- [What is being asked]
In the material below, the lines containing the word "Leopardi" are required; copy each of them.
(Beginning of Data extract)
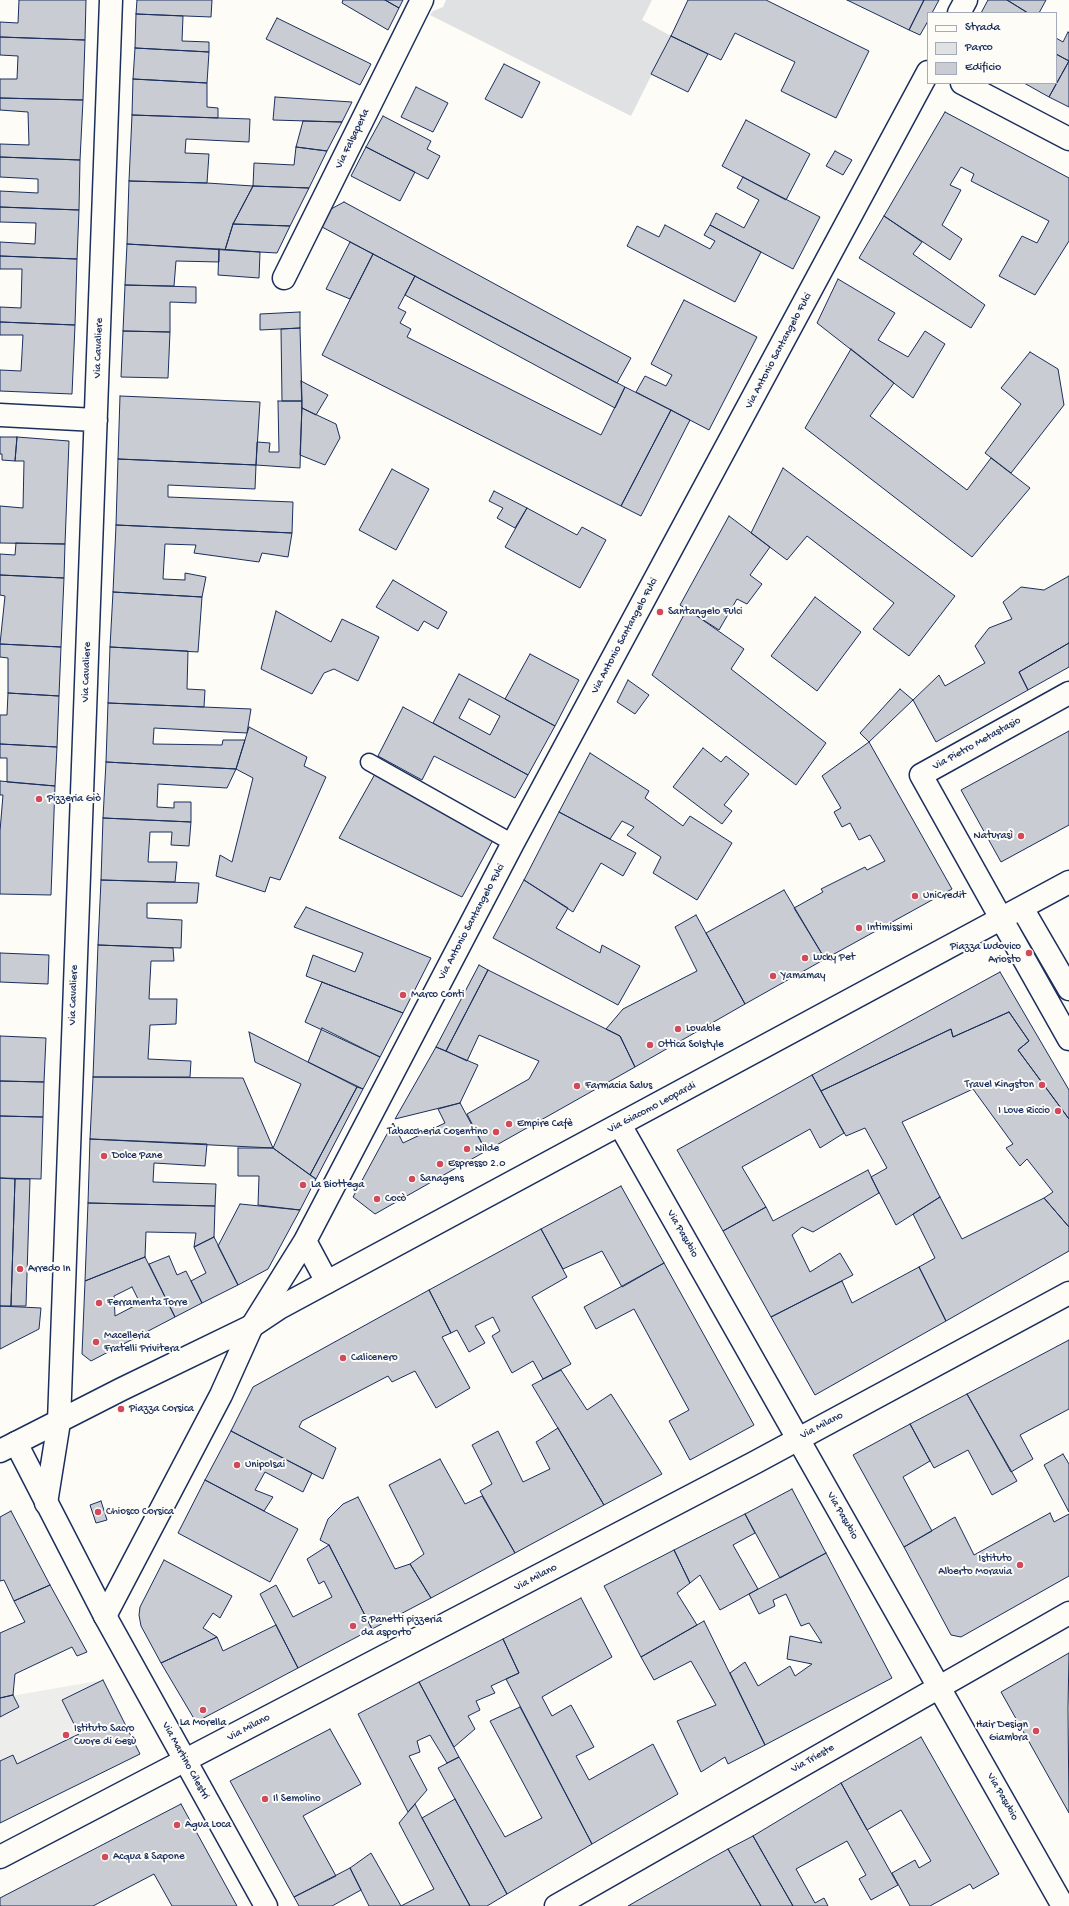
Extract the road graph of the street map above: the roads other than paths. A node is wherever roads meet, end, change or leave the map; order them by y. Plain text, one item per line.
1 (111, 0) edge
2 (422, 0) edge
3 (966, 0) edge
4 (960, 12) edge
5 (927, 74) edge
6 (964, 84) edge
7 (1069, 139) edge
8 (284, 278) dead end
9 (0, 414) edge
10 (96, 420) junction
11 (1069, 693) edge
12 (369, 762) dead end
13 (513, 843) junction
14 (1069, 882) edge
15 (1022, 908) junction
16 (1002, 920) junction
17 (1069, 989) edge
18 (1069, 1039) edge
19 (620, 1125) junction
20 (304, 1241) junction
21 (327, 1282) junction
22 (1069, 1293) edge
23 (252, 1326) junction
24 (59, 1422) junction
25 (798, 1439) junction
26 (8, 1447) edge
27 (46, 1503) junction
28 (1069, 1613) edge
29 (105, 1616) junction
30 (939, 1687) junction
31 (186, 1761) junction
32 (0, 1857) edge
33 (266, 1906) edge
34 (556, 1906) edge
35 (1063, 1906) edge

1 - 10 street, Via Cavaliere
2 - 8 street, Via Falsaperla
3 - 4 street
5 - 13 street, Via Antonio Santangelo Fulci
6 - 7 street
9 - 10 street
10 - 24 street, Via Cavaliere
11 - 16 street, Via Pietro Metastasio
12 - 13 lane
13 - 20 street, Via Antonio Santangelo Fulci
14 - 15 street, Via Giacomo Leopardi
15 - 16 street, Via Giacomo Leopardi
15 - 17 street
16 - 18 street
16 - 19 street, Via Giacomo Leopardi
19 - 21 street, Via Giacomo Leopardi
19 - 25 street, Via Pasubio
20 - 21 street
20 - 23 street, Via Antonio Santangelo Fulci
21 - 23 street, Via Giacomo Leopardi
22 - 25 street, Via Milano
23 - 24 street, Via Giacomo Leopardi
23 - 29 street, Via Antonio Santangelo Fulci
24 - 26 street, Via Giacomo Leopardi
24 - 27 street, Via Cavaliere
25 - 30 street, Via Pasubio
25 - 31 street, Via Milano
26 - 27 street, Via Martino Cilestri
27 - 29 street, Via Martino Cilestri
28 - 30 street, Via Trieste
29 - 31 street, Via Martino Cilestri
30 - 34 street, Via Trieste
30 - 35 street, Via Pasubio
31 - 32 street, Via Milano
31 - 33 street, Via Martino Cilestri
(End of Data extract)
- [Reply]
14 - 15 street, Via Giacomo Leopardi
15 - 16 street, Via Giacomo Leopardi
16 - 19 street, Via Giacomo Leopardi
19 - 21 street, Via Giacomo Leopardi
21 - 23 street, Via Giacomo Leopardi
23 - 24 street, Via Giacomo Leopardi
24 - 26 street, Via Giacomo Leopardi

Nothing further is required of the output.